(Stored data)
------------

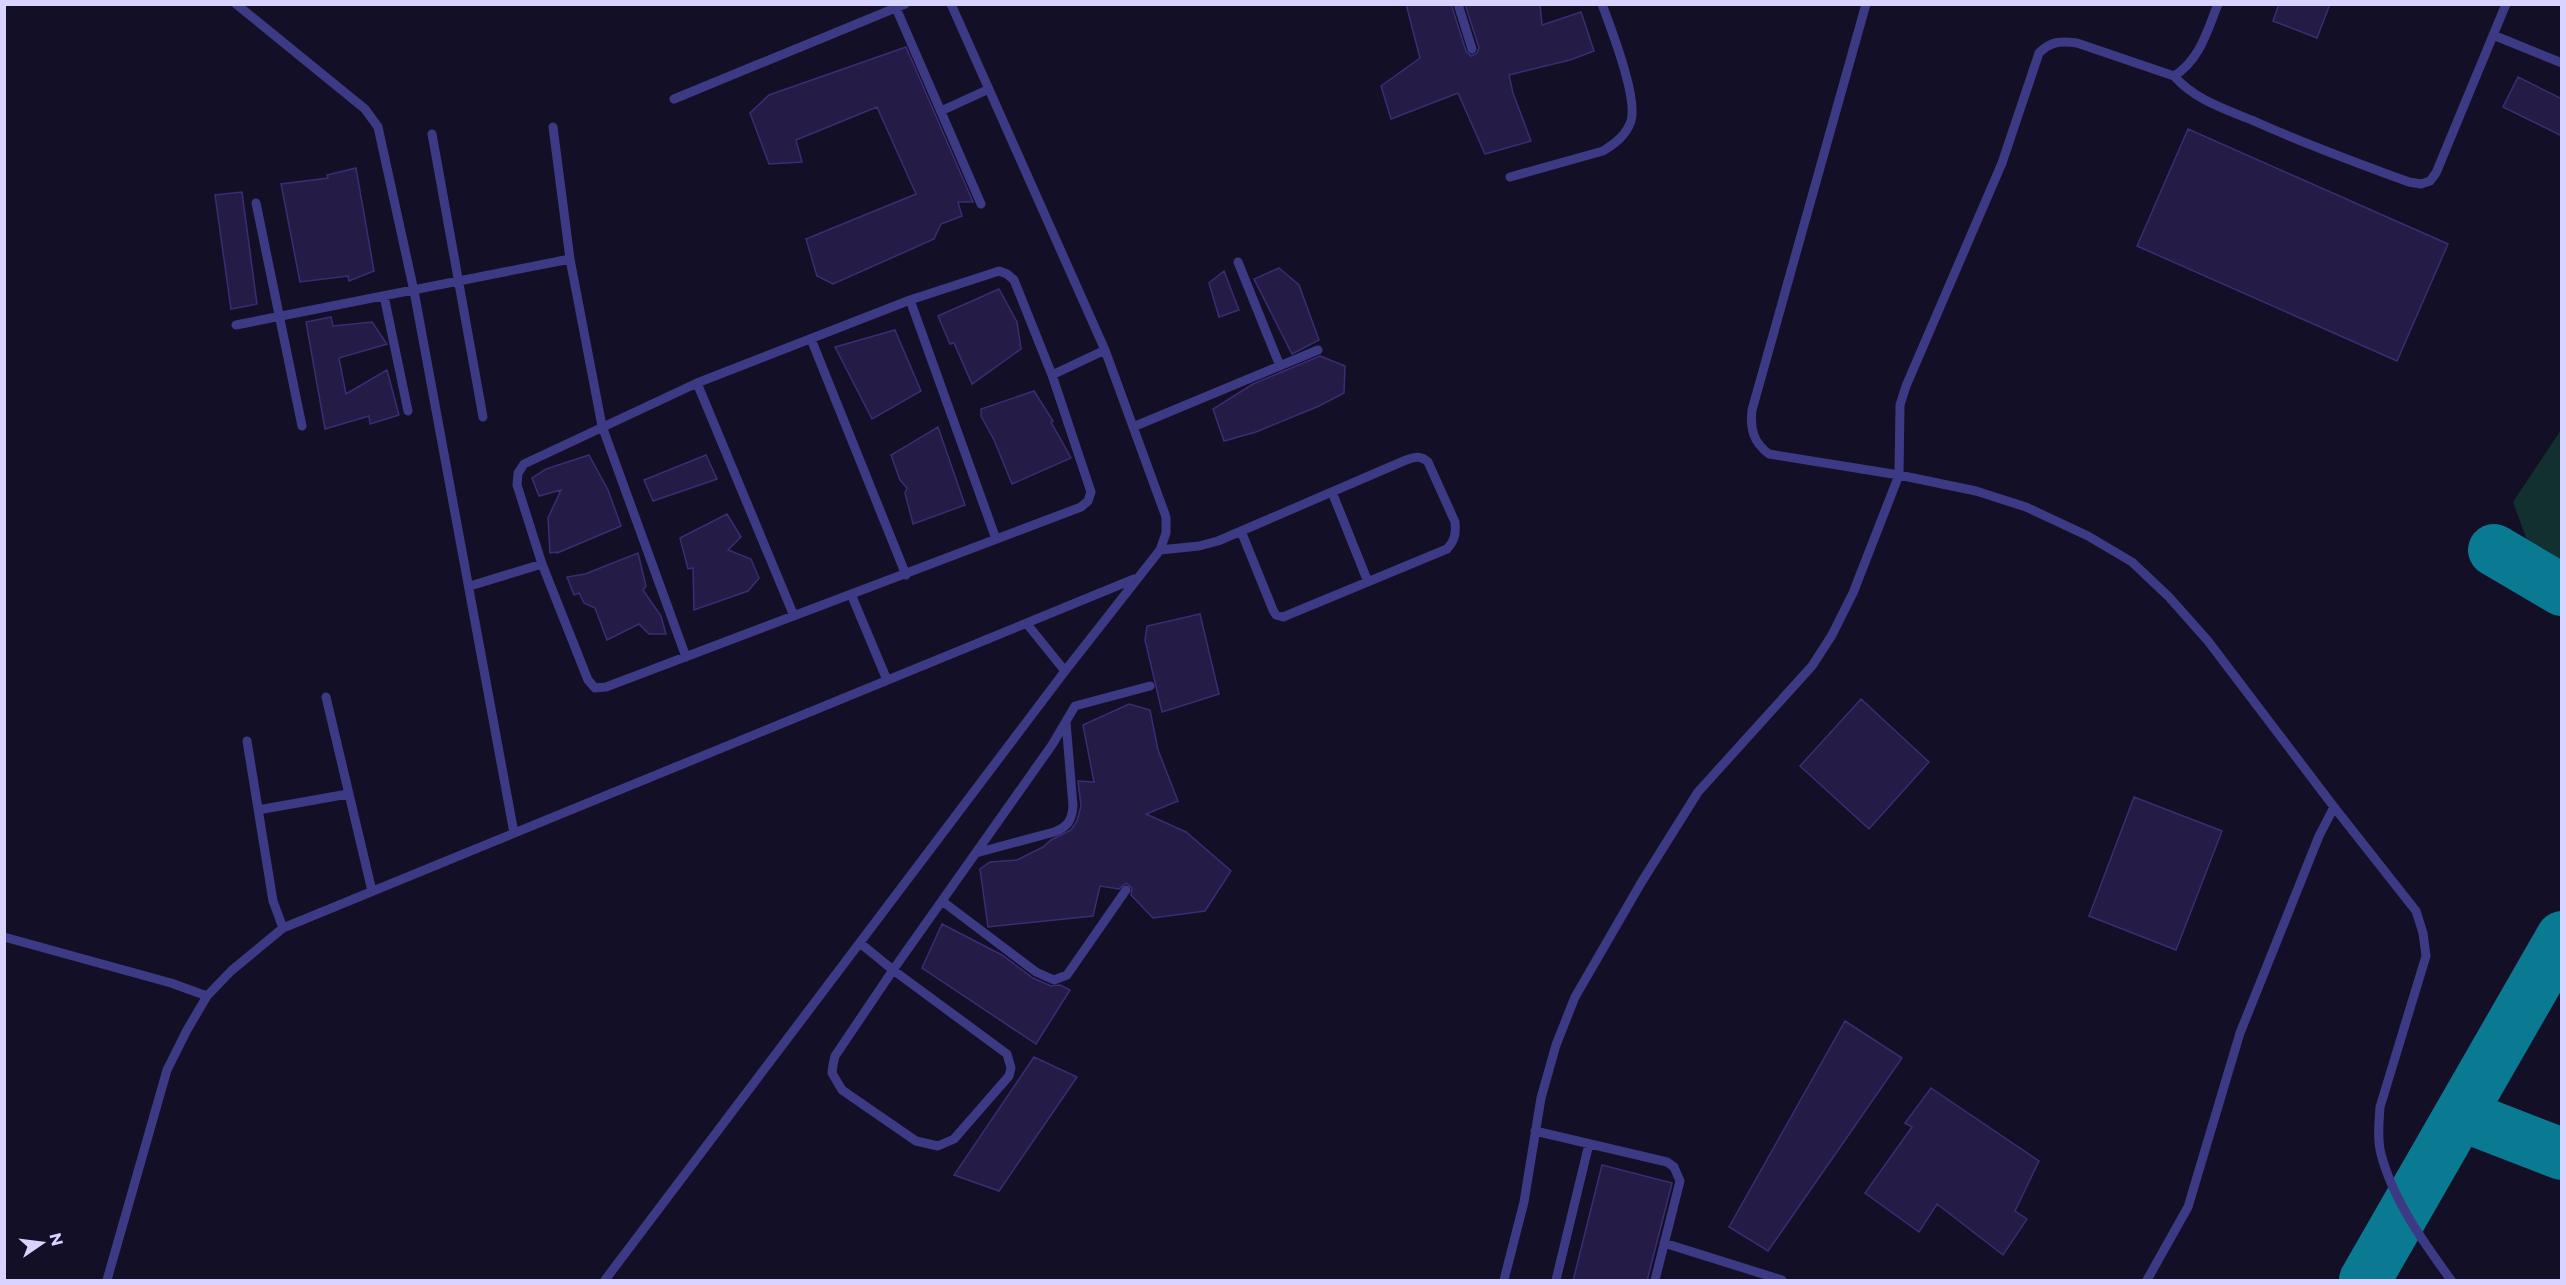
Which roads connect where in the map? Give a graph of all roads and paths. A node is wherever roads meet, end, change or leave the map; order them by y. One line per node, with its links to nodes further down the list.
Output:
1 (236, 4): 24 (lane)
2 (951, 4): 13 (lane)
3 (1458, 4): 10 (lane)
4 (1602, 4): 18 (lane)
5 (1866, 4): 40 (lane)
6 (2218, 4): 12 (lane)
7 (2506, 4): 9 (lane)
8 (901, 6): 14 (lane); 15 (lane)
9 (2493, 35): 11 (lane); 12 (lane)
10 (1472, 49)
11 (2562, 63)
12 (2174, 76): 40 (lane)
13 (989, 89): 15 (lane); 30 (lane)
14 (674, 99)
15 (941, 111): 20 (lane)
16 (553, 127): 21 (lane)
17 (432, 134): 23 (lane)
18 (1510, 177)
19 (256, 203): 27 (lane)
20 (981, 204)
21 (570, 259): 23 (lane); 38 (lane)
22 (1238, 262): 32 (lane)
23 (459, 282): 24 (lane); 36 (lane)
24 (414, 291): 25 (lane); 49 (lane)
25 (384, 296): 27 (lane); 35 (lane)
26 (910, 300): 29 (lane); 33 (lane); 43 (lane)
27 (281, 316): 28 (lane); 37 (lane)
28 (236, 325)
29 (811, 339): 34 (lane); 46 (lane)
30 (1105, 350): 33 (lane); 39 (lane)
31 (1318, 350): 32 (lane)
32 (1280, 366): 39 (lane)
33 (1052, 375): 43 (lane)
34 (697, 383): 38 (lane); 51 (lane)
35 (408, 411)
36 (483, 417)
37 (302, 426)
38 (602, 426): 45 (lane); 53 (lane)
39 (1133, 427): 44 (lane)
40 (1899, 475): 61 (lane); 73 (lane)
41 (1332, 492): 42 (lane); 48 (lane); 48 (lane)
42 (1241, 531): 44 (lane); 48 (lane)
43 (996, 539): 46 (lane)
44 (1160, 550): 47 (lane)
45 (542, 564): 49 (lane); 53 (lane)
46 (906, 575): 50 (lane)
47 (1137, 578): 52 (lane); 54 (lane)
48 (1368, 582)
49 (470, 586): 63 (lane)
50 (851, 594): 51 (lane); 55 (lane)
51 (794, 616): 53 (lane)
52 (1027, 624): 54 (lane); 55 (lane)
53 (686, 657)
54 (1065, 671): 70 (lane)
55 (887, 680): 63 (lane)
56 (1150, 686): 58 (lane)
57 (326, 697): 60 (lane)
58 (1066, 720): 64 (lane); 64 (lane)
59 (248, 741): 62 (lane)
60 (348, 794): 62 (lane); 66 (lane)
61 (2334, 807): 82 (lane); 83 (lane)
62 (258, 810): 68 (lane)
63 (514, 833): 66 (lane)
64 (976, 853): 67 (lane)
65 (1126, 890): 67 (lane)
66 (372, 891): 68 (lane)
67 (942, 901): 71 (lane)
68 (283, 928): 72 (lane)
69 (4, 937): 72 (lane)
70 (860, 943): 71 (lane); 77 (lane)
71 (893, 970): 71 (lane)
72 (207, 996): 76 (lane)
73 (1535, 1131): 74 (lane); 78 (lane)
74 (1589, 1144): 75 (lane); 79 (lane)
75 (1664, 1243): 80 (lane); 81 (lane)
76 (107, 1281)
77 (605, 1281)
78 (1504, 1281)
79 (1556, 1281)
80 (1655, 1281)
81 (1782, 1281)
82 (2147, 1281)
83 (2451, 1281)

------------

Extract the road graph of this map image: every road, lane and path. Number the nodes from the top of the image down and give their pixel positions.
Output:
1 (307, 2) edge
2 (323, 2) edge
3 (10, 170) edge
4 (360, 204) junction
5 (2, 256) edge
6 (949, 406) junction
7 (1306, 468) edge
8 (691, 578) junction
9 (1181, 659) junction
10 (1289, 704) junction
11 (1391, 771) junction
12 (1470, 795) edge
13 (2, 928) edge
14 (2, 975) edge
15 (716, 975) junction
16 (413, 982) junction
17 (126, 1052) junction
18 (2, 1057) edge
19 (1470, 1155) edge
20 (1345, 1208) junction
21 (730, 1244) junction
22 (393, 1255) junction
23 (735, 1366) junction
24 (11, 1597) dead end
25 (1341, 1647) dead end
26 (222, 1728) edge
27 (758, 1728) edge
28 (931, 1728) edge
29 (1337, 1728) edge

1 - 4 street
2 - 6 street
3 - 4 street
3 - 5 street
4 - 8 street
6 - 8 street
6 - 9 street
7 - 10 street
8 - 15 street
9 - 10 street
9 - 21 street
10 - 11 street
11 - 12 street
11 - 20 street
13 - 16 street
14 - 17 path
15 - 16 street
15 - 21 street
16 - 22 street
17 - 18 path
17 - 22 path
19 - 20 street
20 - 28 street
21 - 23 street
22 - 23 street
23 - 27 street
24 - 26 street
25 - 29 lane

------------

■ **WHAT THE TASK REQUIRES**
Give the number of lines in the data that contain the string "down", and nothing else.

■ **ANSWER BELOW**
2